* REQUIRED ACTION: Say how many lines of the listing below include the string "dead" and add nothing else.
[DATASET RECORDS Boundary: Start]
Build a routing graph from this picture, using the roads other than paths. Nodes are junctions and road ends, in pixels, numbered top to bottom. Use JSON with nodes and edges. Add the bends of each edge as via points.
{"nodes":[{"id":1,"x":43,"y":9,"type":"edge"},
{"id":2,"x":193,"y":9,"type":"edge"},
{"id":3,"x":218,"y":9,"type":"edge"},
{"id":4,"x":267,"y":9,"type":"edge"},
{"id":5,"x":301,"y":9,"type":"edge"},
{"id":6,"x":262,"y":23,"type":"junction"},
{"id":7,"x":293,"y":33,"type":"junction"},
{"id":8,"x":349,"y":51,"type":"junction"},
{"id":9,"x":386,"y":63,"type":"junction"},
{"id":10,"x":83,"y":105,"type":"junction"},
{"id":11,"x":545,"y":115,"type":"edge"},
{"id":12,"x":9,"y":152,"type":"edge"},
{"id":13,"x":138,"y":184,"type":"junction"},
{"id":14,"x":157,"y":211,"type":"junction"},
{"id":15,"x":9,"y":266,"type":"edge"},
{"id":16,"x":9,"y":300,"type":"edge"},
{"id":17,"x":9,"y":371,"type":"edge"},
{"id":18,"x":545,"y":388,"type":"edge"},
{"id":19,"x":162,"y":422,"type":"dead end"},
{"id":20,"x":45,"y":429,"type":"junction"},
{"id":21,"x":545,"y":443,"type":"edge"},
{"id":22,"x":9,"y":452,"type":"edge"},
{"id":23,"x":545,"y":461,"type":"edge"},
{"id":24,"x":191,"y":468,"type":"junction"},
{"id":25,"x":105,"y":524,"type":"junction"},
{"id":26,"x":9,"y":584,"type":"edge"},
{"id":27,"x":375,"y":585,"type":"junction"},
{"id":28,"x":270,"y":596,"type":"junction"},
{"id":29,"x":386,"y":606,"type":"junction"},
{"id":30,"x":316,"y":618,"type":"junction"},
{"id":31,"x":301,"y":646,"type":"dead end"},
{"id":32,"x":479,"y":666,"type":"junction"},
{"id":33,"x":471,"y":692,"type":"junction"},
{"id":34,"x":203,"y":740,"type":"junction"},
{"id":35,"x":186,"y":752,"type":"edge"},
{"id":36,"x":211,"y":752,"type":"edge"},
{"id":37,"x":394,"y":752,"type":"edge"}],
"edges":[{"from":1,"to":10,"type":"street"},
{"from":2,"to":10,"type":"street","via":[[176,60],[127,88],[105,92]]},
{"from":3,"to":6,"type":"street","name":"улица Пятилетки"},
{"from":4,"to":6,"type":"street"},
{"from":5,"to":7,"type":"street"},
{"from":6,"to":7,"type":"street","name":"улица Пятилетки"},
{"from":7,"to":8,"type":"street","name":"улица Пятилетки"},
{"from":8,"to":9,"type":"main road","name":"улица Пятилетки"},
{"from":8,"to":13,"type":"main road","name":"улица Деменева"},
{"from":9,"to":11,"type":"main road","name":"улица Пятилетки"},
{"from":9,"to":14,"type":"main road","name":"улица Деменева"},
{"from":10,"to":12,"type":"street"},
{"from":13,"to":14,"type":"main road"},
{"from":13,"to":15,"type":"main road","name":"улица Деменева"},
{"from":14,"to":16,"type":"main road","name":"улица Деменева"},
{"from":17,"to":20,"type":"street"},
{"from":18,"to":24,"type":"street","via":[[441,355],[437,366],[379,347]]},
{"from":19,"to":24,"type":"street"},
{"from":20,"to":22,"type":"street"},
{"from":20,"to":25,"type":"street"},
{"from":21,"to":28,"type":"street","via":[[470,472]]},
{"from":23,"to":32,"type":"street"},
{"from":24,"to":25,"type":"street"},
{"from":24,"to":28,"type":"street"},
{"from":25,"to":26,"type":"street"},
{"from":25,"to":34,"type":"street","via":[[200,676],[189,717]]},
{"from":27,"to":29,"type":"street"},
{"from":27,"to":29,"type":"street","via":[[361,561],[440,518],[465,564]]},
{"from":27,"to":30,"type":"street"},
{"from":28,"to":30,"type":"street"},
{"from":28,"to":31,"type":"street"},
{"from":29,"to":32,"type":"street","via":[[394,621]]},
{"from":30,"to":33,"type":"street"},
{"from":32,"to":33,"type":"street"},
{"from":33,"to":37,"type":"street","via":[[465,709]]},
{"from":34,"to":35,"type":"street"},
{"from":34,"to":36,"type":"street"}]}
[DATASET RECORDS Boundary: End]
* SOLVED PROBLEM: 2